Abrahams Stellungnahme zu Gottes Berufung. Er glaubte Gott, und dies wurde ihm zur Gerechtigkeit gerechnet. In den Tagen des Stephanus glaubte Israel aber nicht, und so wurde es von Gott auf die Seite gestellt. Abraham nahm die göttliche Verheißung als bare Münze (Joh 3,33). Im Glauben verließ er das Land Chaldäa, und als sein Vater «Tara» gestorben war, unternahm er den letzten Schritt und zog auch aus Haran aus. Und obgleich sein Aufenthalt als Fremdling im Lande Kanaan mit vielen Prüfungen verknüpft war, hat er sie alle im Glauben überwunden. Mit viel Ausharren und großer Geduld wartete er auf die Erfüllung der Verheißung (Röm 4,20).

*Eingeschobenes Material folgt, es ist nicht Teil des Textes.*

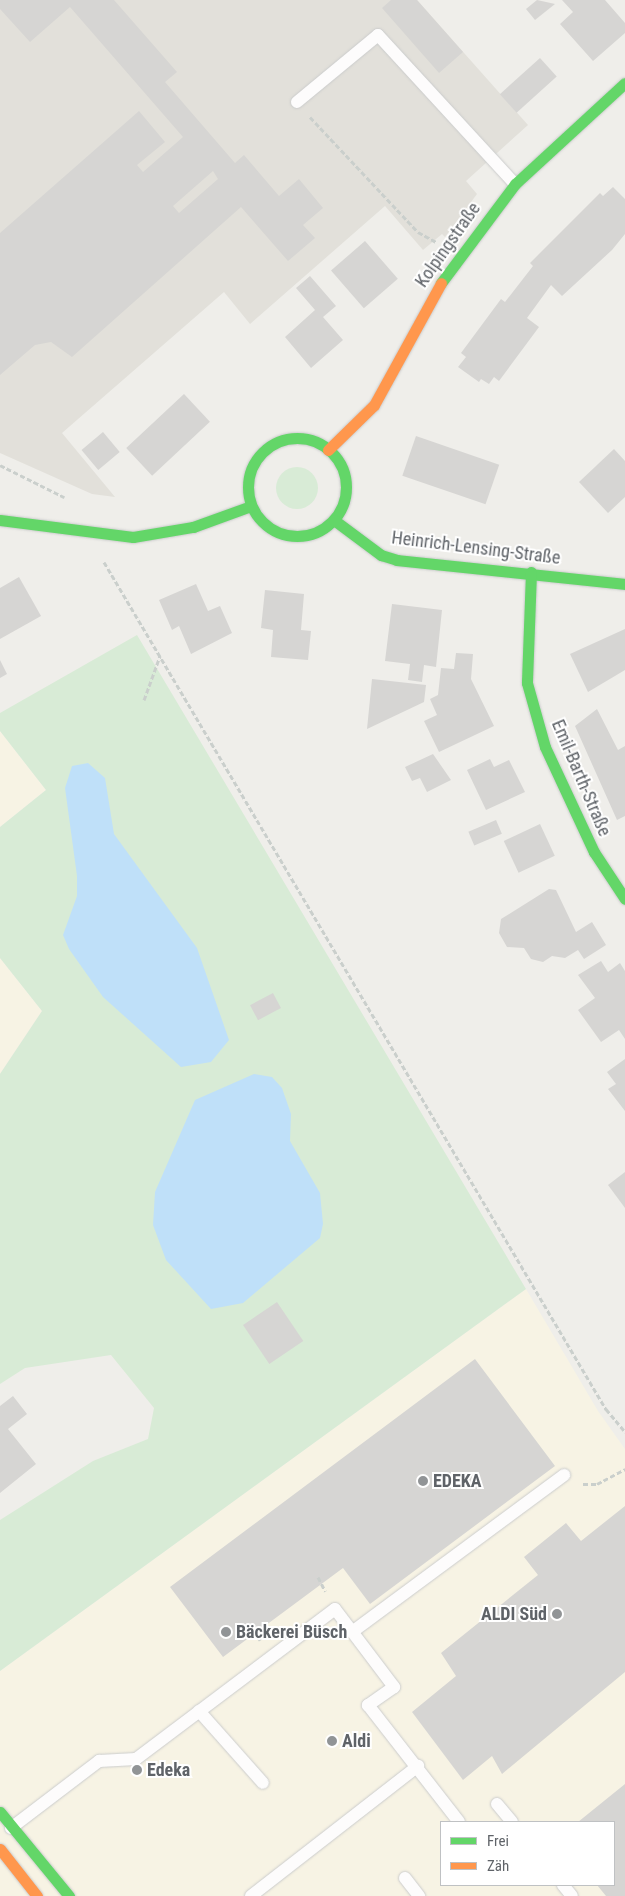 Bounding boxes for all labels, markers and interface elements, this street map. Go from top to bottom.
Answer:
street label: Kolpingstraße [411,198,485,292]
street label: Heinrich-Lensing-Straße [390,527,562,569]
street label: Emil-Barth-Straße [547,717,615,839]
place label: EDEKA [433,1470,482,1492]
marker: EDEKA [417,1475,429,1487]
place label: ALDI Süd [481,1603,547,1625]
marker: ALDI Süd [551,1608,563,1620]
place label: Bäckerei Büsch [236,1621,347,1643]
marker: Bäckerei Büsch [220,1626,232,1638]
place label: Aldi [342,1730,371,1752]
marker: Aldi [326,1735,338,1747]
place label: Edeka [147,1759,190,1781]
marker: Edeka [131,1764,143,1776]
legend [440,1821,615,1886]
text: Frei [487,1832,509,1850]
text: Zäh [487,1857,509,1875]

Abrahams Belohnung. Nach vielen Jahren durfte Abraham die Erfüllung der zweiten Verheißung erfahren. Aus erstorbenen Leibern schenkte ihm Gott im hohen Alter den verheißenen Erben, den Isaak. Die Nachkommen Isaaks (Jakob und die zwölf Patriarchen) wuchsen heran und als ein Häuflein von fünfundsiebzig Seelen zogen sie nach Ägypten hinab. Vierhundertdreißig Jahre später kehrten sie als mächtige Nation zurück, um das verheißene Land endlich in Besitz zu nehmen. So wurde Abraham Vater einer großen und mächtigen Nation; später wurde er sogar Vater aller wahrhaft Glaubenden genannt. Er ist das Vorbild lebendigen Glaubens. Israel rühmte sich wohl öfters, Abrahams S a m e zu sein, aber sie waren n i eh t, wie der Herr sagte, Abrahams K i n d e r . Und gerade ihren Unglauben musste Stephanus rügen.